[[ Dataset entries, beginning ]]

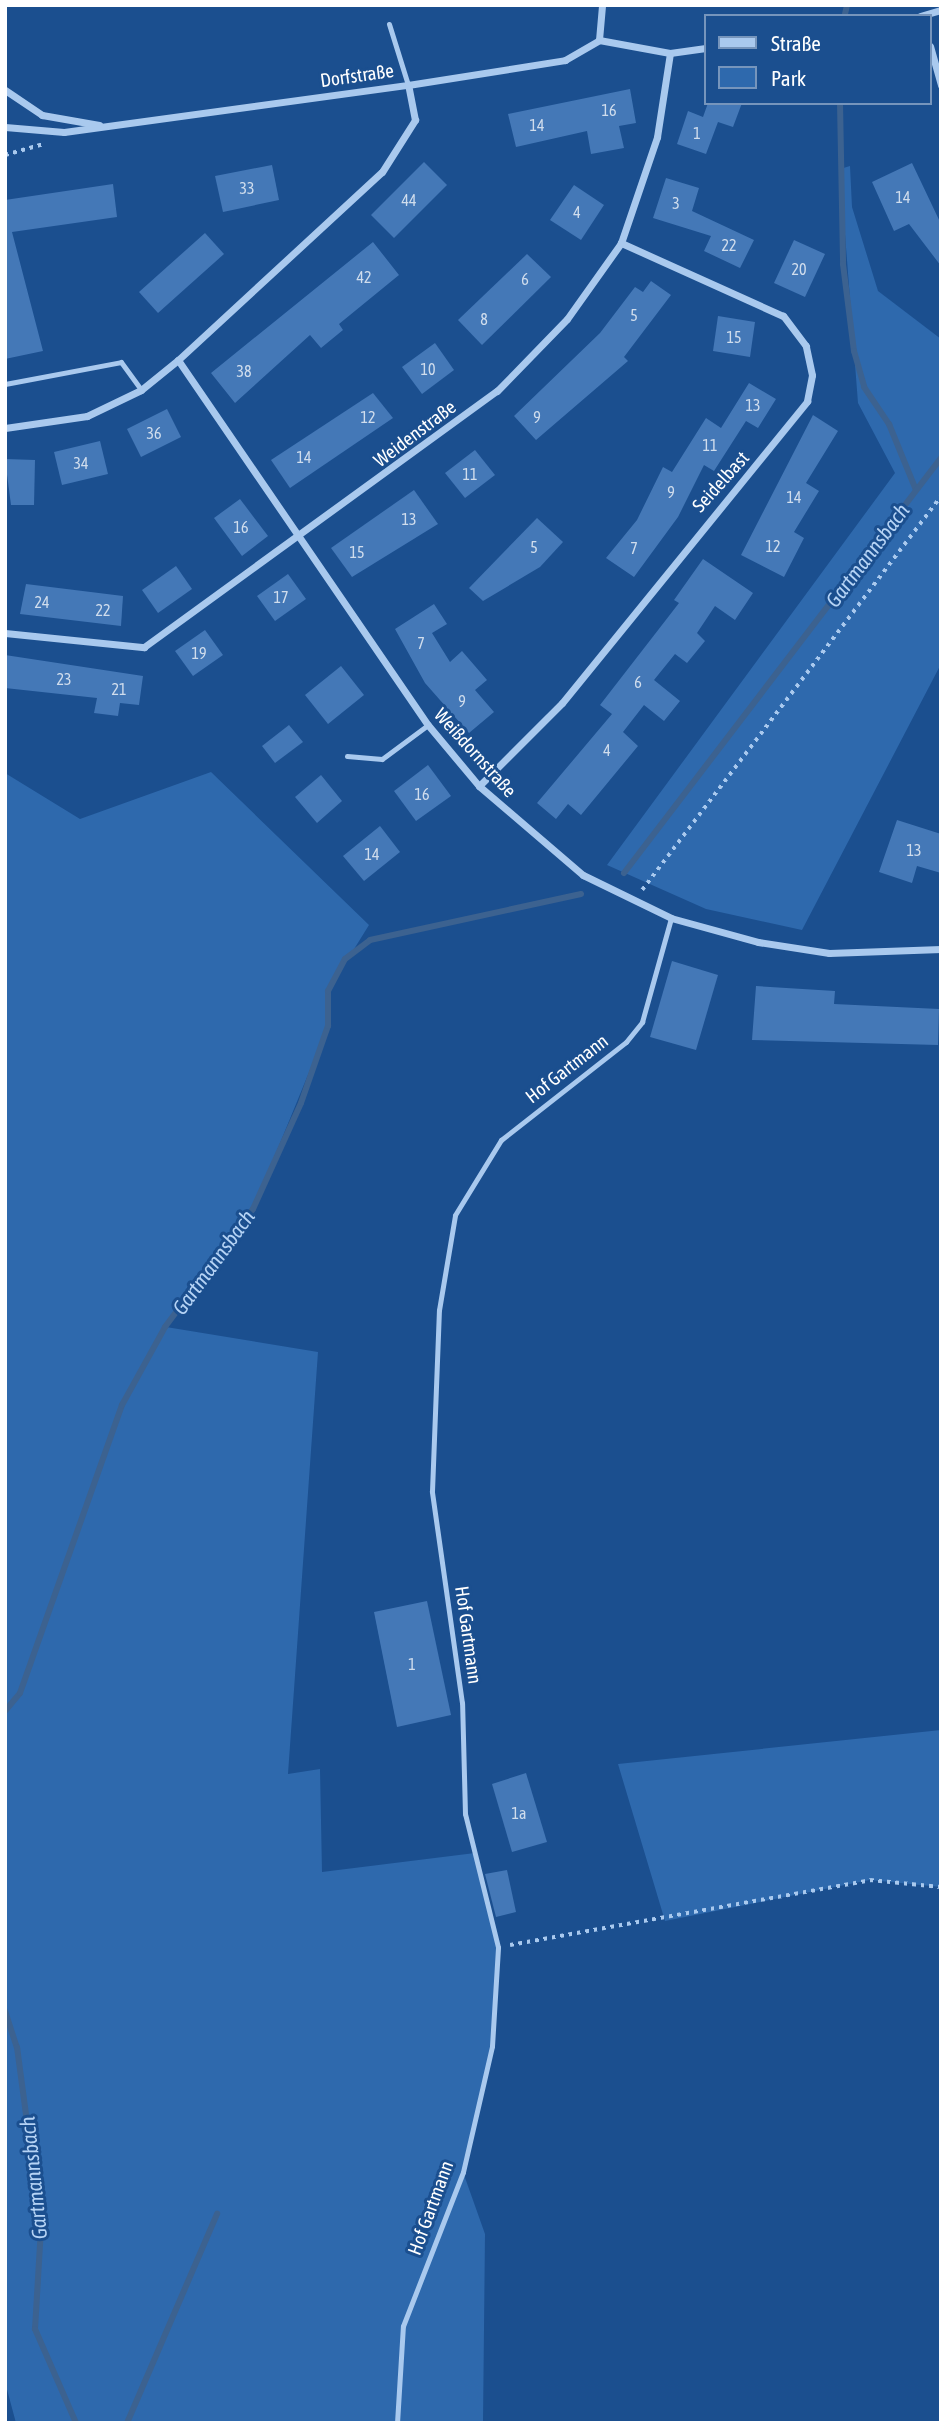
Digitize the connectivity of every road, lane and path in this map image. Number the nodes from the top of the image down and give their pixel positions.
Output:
1 (602, 5) edge
2 (389, 24) dead end
3 (599, 40) junction
4 (704, 48) edge
5 (670, 53) junction
6 (932, 53) edge
7 (408, 85) junction
8 (941, 85) edge
9 (5, 90) edge
10 (124, 126) junction
11 (5, 127) edge
12 (64, 132) junction
13 (5, 155) edge
14 (621, 243) junction
15 (178, 360) junction
16 (5, 384) edge
17 (141, 390) junction
18 (5, 428) edge
19 (941, 496) edge
20 (300, 535) junction
21 (5, 633) edge
22 (428, 725) junction
23 (347, 756) dead end
24 (479, 786) junction
25 (634, 901) junction
26 (671, 918) junction
27 (941, 950) edge
28 (941, 1886) edge
29 (498, 1947) junction
30 (397, 2423) edge

1 - 3 street
2 - 7 lane
3 - 5 street
3 - 7 street, Dorfstraße
4 - 5 street
5 - 14 street, Weidenstraße
6 - 8 street
7 - 10 street, Dorfstraße
7 - 15 street
9 - 10 street
10 - 12 street, Dorfstraße
11 - 12 street, Dorfstraße
12 - 13 path
14 - 20 street, Weidenstraße
14 - 24 street, Seidelbast
15 - 17 street
15 - 20 street, Weißdornstraße
16 - 17 lane
17 - 18 street
19 - 25 path
20 - 21 street, Weidenstraße
20 - 22 street, Weißdornstraße
22 - 23 lane
22 - 24 street, Weißdornstraße
24 - 25 street, Weißdornstraße
25 - 26 street, Weißdornstraße
26 - 27 street, Weißdornstraße
26 - 29 lane, Hof Gartmann
28 - 29 path
29 - 30 lane, Hof Gartmann

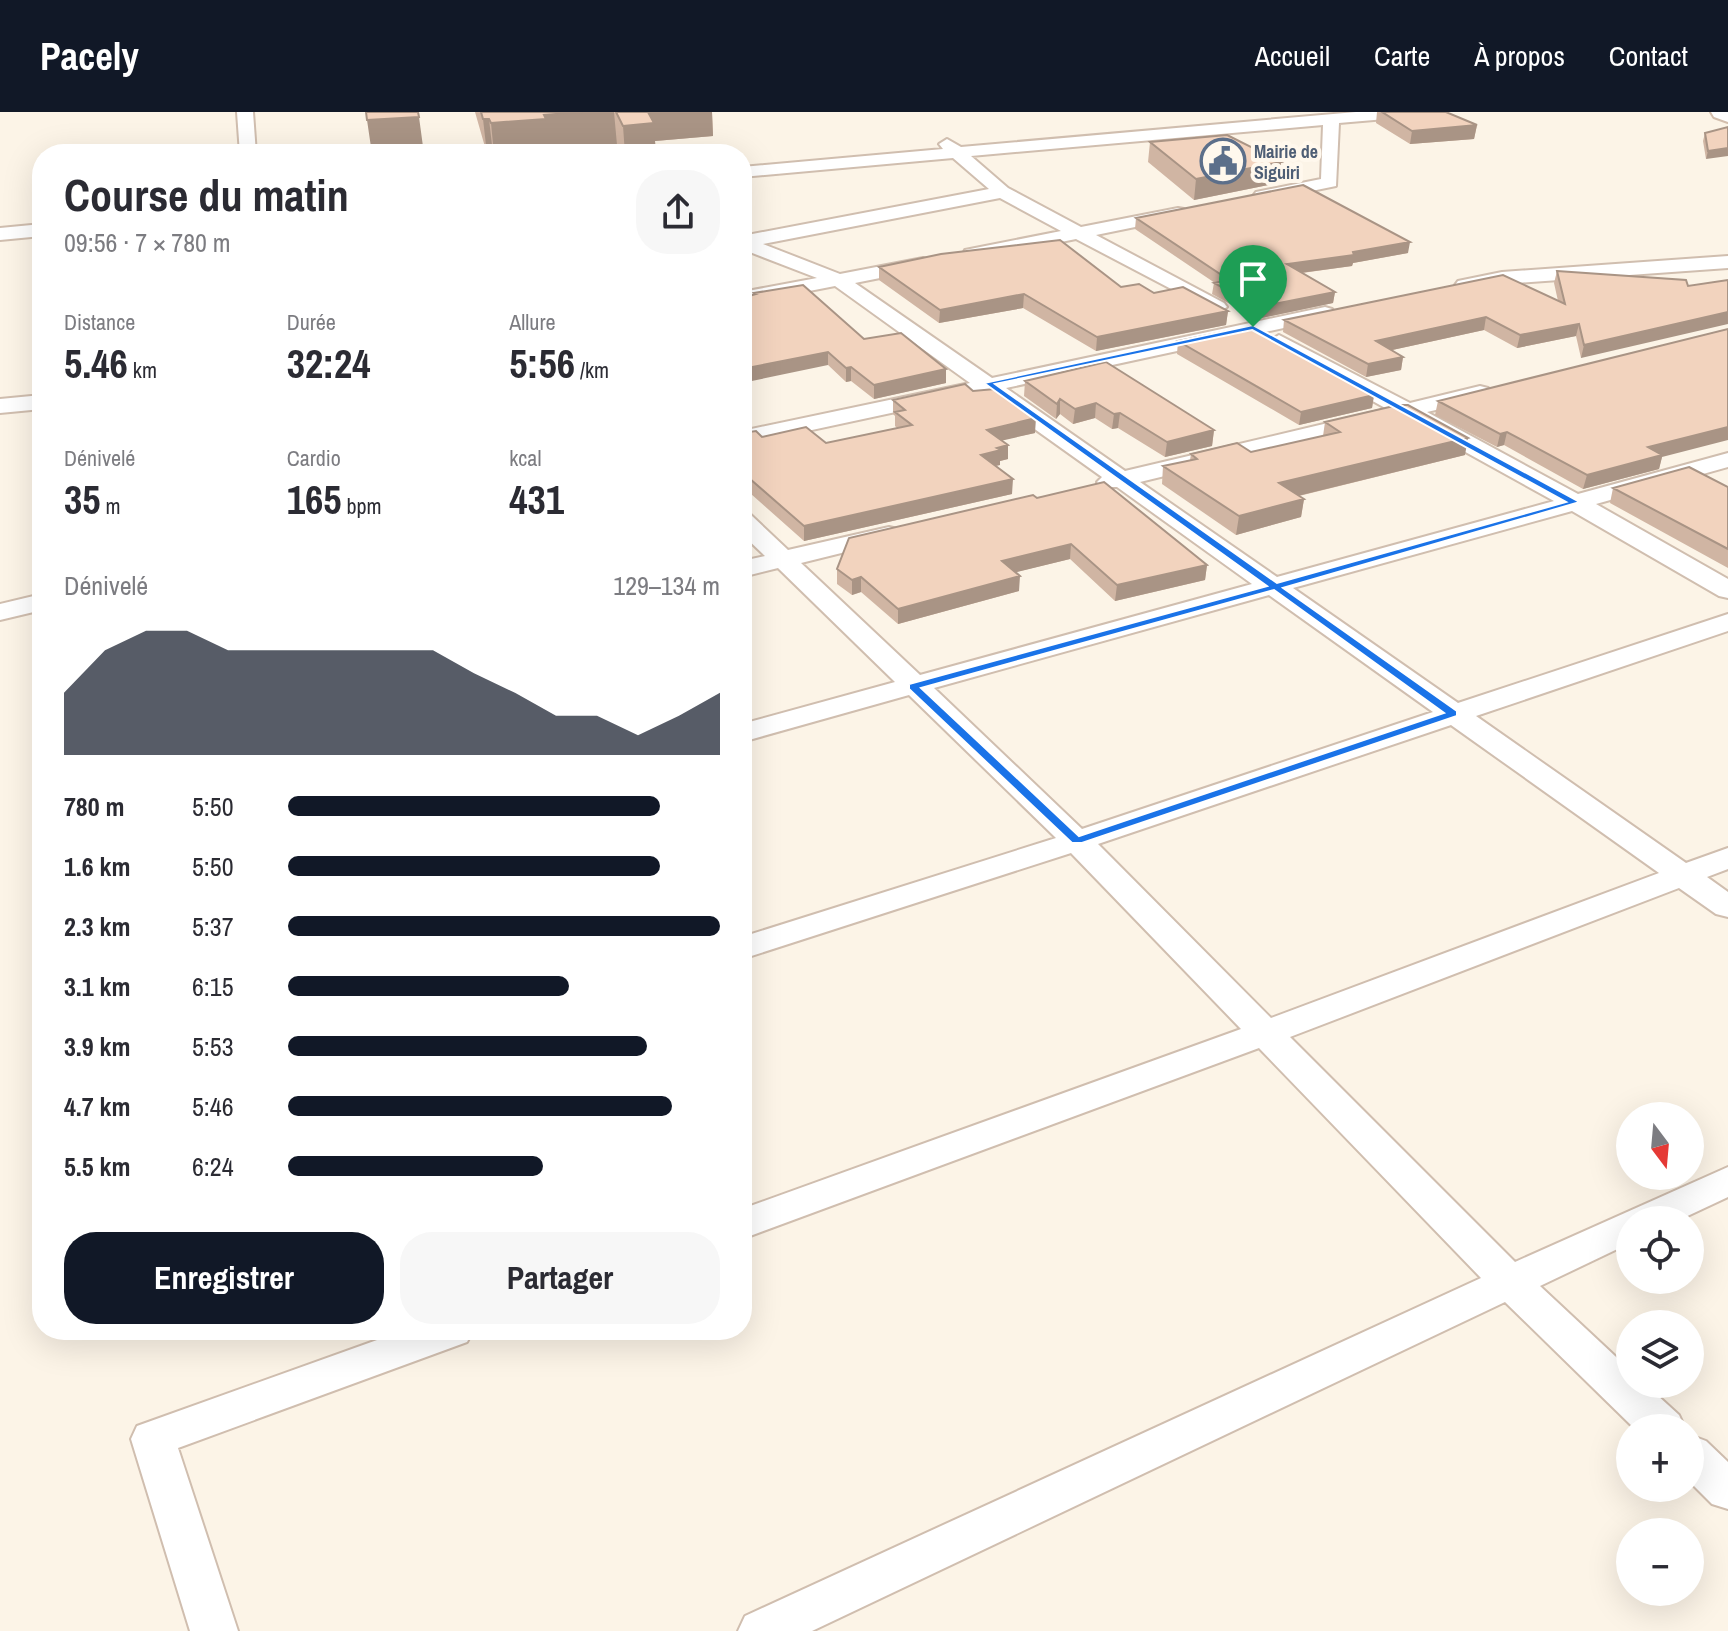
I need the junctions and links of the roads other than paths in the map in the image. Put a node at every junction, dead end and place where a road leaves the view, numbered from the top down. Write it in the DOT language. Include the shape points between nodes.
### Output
graph roads {
  1 [pos="245,112"];
  2 [pos="1304,112"];
  3 [pos="1409,112"];
  4 [pos="1722,112"];
  5 [pos="1728,115"];
  6 [pos="1331,119"];
  7 [pos="247,144"];
  8 [pos="953,149"];
  9 [pos="752,159"];
  10 [pos="752,171"];
  11 [pos="1002,192"];
  12 [pos="1237,201"];
  13 [pos="1190,211"];
  14 [pos="0,223"];
  15 [pos="32,223"];
  16 [pos="32,225"];
  17 [pos="0,233"];
  18 [pos="1081,233"];
  19 [pos="752,240"];
  20 [pos="752,246"];
  21 [pos="1728,262"];
  22 [pos="839,280"];
  23 [pos="1440,290"];
  24 [pos="752,296"];
  25 [pos="1347,309"];
  26 [pos="1253,327"];
  27 [pos="988,383"];
  28 [pos="1498,388"];
  29 [pos="32,403"];
  30 [pos="0,406"];
  31 [pos="1406,411"];
  32 [pos="752,436"];
  33 [pos="1728,460"];
  34 [pos="1121,479"];
  35 [pos="1090,486"];
  36 [pos="1575,502"];
  37 [pos="752,530"];
  38 [pos="905,530"];
  39 [pos="782,559"];
  40 [pos="752,566"];
  41 [pos="1275,587"];
  42 [pos="1728,590"];
  43 [pos="32,604"];
  44 [pos="0,612"];
  45 [pos="1728,622"];
  46 [pos="913,687"];
  47 [pos="1453,713"];
  48 [pos="752,730"];
  49 [pos="1077,841"];
  50 [pos="1728,858"];
  51 [pos="1683,875"];
  52 [pos="1728,907"];
  53 [pos="752,945"];
  54 [pos="1263,1034"];
  55 [pos="1728,1181"];
  56 [pos="1674,1206"];
  57 [pos="752,1220"];
  58 [pos="1616,1232"];
  59 [pos="1509,1281"];
  60 [pos="425,1340"];
  61 [pos="1648,1414"];
  62 [pos="1704,1467"];
  63 [pos="1728,1490"];
  64 [pos="214,1631"];
  65 [pos="762,1631"];
  1 -- 7 [label="street"];
  2 -- 6 [label="street"];
  3 -- 6 [label="street"];
  4 -- 5 [label="street"];
  6 -- 8 [label="street"];
  6 -- 12 [label="street" via="1330,182"];
  8 -- 9 [label="street"];
  8 -- 10 [label="street"];
  8 -- 11 [label="street"];
  11 -- 18 [label="street"];
  11 -- 19 [label="street"];
  13 -- 18 [label="street"];
  14 -- 15 [label="street"];
  16 -- 17 [label="street"];
  18 -- 22 [label="street"];
  18 -- 26 [label="street"];
  20 -- 22 [label="street"];
  21 -- 23 [label="street" via="1502,278"];
  22 -- 24 [label="street"];
  22 -- 27 [label="street"];
  25 -- 26 [label="street"];
  26 -- 27 [label="street"];
  26 -- 31 [label="street"];
  27 -- 32 [label="street"];
  27 -- 34 [label="street"];
  28 -- 31 [label="street"];
  29 -- 30 [label="street"];
  31 -- 34 [label="street"];
  31 -- 36 [label="street"];
  33 -- 36 [label="street"];
  34 -- 35 [label="street"];
  34 -- 41 [label="street"];
  36 -- 41 [label="street"];
  36 -- 42 [label="street"];
  37 -- 39 [label="street"];
  38 -- 39 [label="street"];
  39 -- 40 [label="street"];
  39 -- 46 [label="street"];
  41 -- 46 [label="street"];
  41 -- 47 [label="street"];
  43 -- 44 [label="street"];
  45 -- 47 [label="street"];
  46 -- 48 [label="street"];
  46 -- 49 [label="street"];
  47 -- 49 [label="street"];
  47 -- 51 [label="street"];
  49 -- 53 [label="street"];
  49 -- 54 [label="street"];
  50 -- 51 [label="street"];
  51 -- 52 [label="street"];
  51 -- 54 [label="street"];
  54 -- 57 [label="street"];
  54 -- 59 [label="street"];
  55 -- 56 [label="street"];
  58 -- 59 [label="street"];
  59 -- 61 [label="street"];
  59 -- 65 [label="street"];
  60 -- 64 [label="street" via="153,1439"];
  62 -- 63 [label="street"];
}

[[ Dataset entries, end ]]

Directions for this task
Could you show every line of the material that includes the string "roads"?

Answer to the exercise
I need the junctions and links of the roads other than paths in the map in the image. Put a node at every junction, dead end and place where a road leaves the view, numbered from the top down. Write it in the DOT language. Include the shape points between nodes.
graph roads {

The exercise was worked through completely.